Byron Coley and Thurston Moore’s “Bull Tongue” column from Arthur No. 29 (May 08)

BULL TONGUE by Byron Coley & Thurston Moore
from Arthur Magazine No. 29/May 2008, available from The Arthur Store

Great new LP by Portland’s Jackie O Motherfucker may be our fave of theirs since Flat Fixed. Spaced out jabber and float with casual/urgent female vocals that almost sounds like certain moments of Fuzzhead at their most blues-wailin’est, interspersed with Velvetsy volk moves, and overlaid with swabs of smoke & jibber. The slab is called Valley of Fire (Textile) and it’s a monster. Also out from Jackie O is a sprawling 2 LP set, America Mystica (Dirter Productions), which was recorded in various caverns by the touring version of the band between ’03 and ’05. Not quite as precise as Fire, but its muse is savagely crunchy in spots and never so formal as to appear in a bowtie. It’s an open-ended weasel-breeze you’ll happily sniff in the dark. Is that a hint of Genevieve’s crack?

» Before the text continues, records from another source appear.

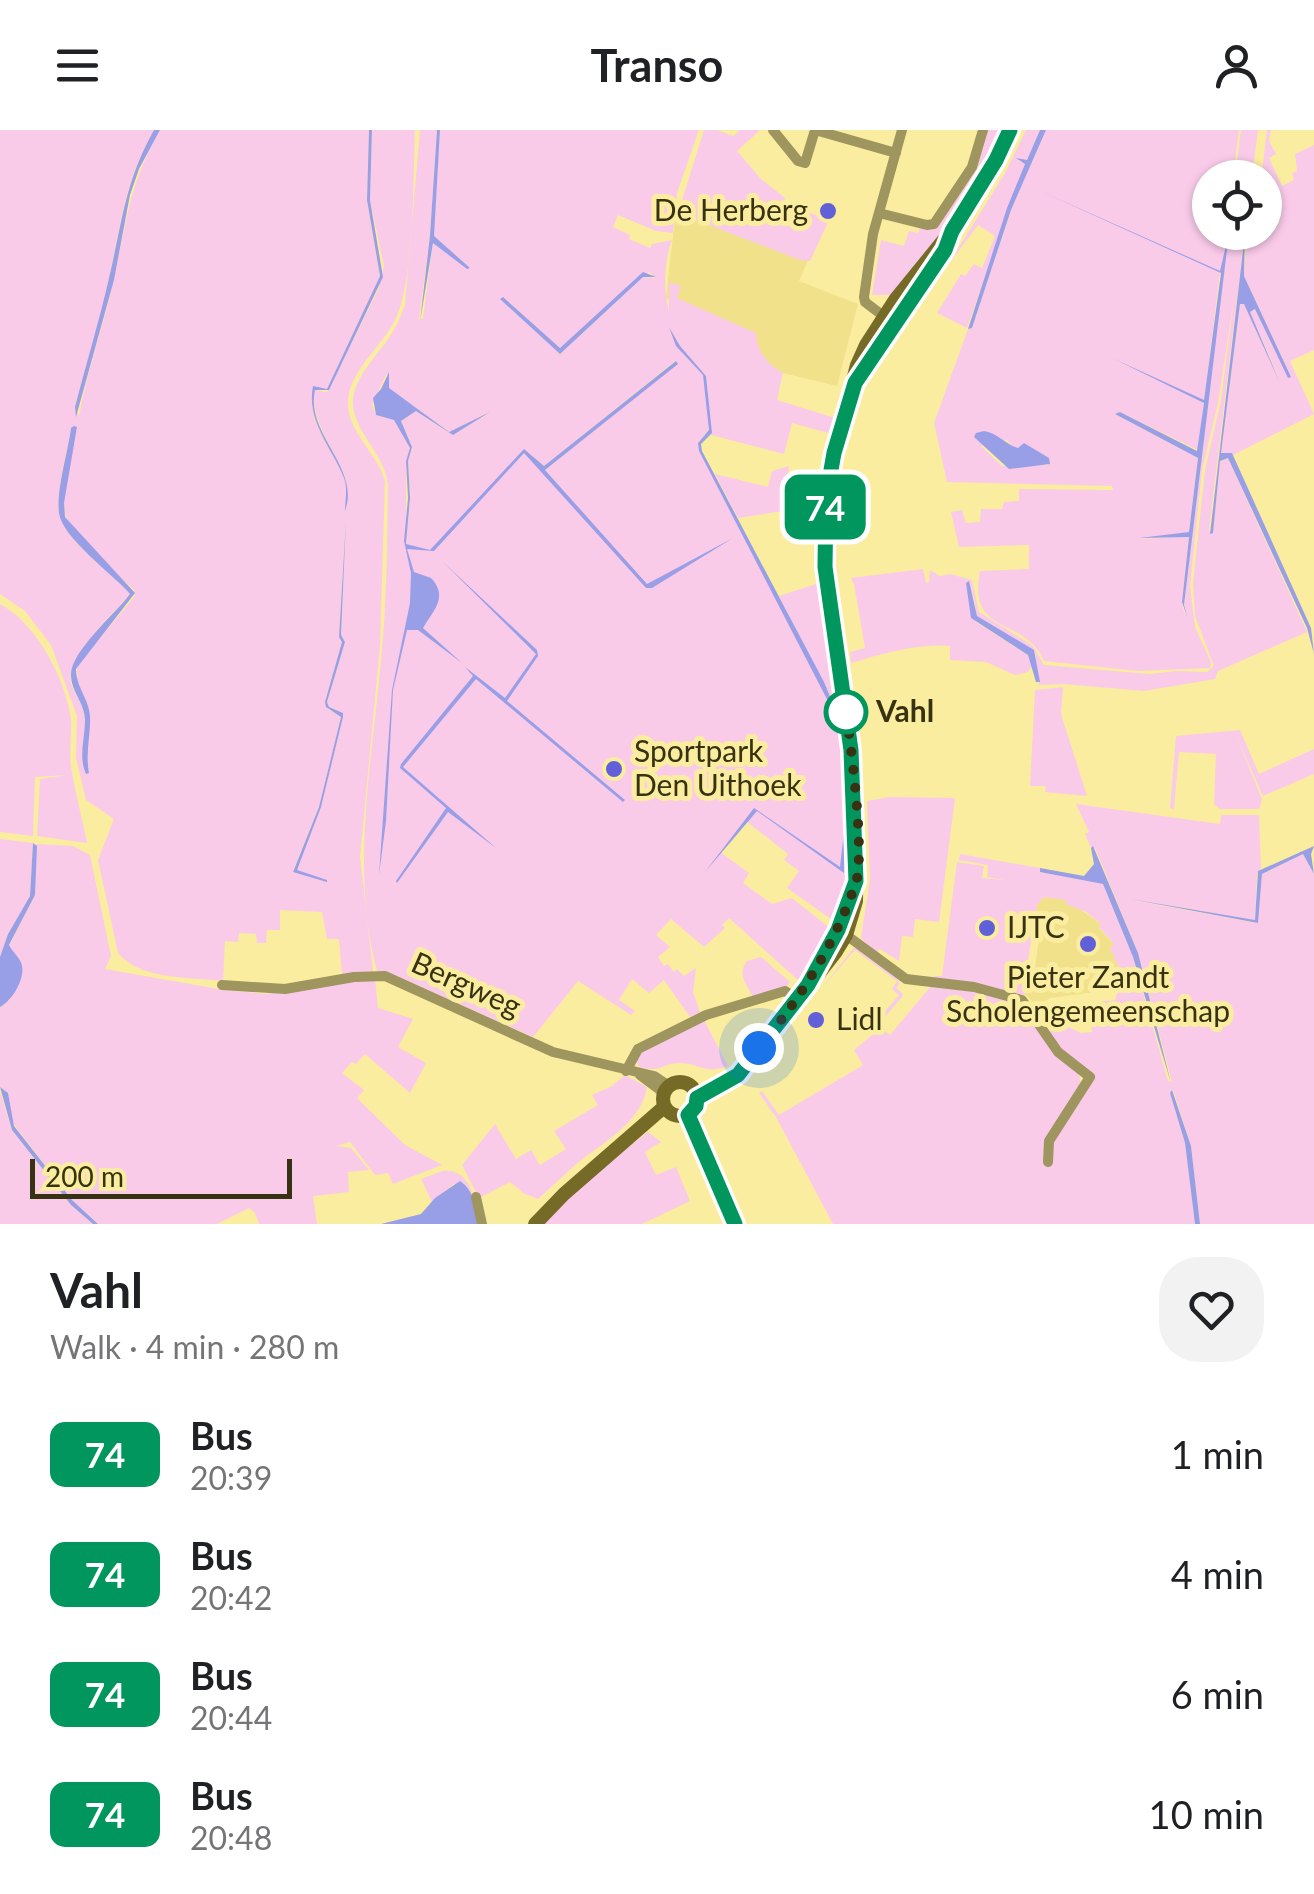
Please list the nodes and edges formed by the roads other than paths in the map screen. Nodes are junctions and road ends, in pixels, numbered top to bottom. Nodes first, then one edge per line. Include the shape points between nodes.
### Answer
1 (773, 130) edge
2 (815, 130) edge
3 (902, 130) edge
4 (982, 130) edge
5 (1010, 130) edge
6 (896, 153) junction
7 (879, 213) junction
8 (889, 320) junction
9 (842, 932) junction
10 (222, 985) dead end
11 (797, 999) junction
12 (626, 1071) junction
13 (695, 1093) junction
14 (667, 1100) junction
15 (688, 1115) junction
16 (1048, 1162) dead end
17 (476, 1197) dead end
18 (482, 1224) edge
19 (535, 1224) edge
20 (735, 1224) edge

1 - 2 street via 805,163
2 - 6 street
3 - 6 street
4 - 7 street via 972,167 934,224
5 - 8 main road via 952,231 906,285
6 - 7 street
7 - 8 street via 864,297
8 - 9 main road via 862,352 826,498 824,552 851,750 856,881
9 - 11 main road
9 - 16 street via 906,979 1006,993 1028,1005 1058,1052 1090,1076 1049,1141
10 - 12 street, Bergweg via 285,989 384,976 553,1052
11 - 12 street via 785,992 706,1015 638,1048
11 - 13 main road via 747,1063
12 - 14 street, Bergweg via 659,1078
13 - 14 main road via 680,1082
13 - 15 main road
14 - 15 main road via 676,1116
14 - 19 main road
15 - 20 street
17 - 18 street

This young noise dude from Minneapolis named Oskar Brummel who records and performs under the name COOKIE has released his first entry into the new new American underground noise forest and it is frothingly balls-deep: good n’ harsh. It’s a cassette titled Ambien Baby and it flows with both a FTW sexual undertow and a strange-feeling/shit-coming rejoice. There should also be rejoicing over the fact that Times New Viking seem to have made their transition to Matador with their instincts intact. Their new LP, Rip It Off, is as grumbly and fucked sounding as any blast of gas they emanated previously. Nice thick vinyl, too. I guess you need it heavy when the needle’s buried this far into the red. Smooth!

It has taken a little while to actually read the bastards, but now that it’s done, there can be little doubt that Process Books has blasted out three of the best music-related tomes to have been peeped by our tired eyes. First up is the new edition of John Sinclair’s Guitar Army. This is one of the great American underground revolutionary texts—ecstatic, naïve, visionary and powerful. It’s a little funny to glom a few of the embedded old (old) school opinions about what is happening, but it’s still a wonderful read, and a doorway into eternal truths, if you can stay open to its music. The new layout is pretty good. We miss a few visual aspects of the old one (like, where’s the Frantic John flyer?), but the new pics more than make up for it, and the bonus CD—music, interviews, rants, poetry—is fantastic. As is Paul Drummond’s Eye Mind: The Saga of Roky Erickson. We’ve read endlessly about Roky over the last 30 years, but this book is jammed (JAMMED) with new facts, reproductions of fliers, posters, photos and ephemera we never even imagined, and Drummond really covers the subject the way he deserves to be covered. It’s really an overwhelming effort. The same is true of Robert Scotto’s Moondog: The Viking of 6th Avenue. The writing can be a little sere, but the story is juicy enough to mitigate this dryness. We finally get to read the story of how the collaboration album with Julie Andrews came to be. There are meetings with Arturo Toscanini and Edgar Varese. It’s quite a tale, and Scotto has done his homework. The only frustrating note is that there really isn’t a comprehensive straight discography. If there’s a second edition, it would be a welcome addition. Also, while the CD tracks are bitchen—especially the early recordings by (one presumes) Steve Reich—some notation there would be cool, too. Other’n those quibbles, we couldn’t be more celebratory ‘bout popping our corks. Buh!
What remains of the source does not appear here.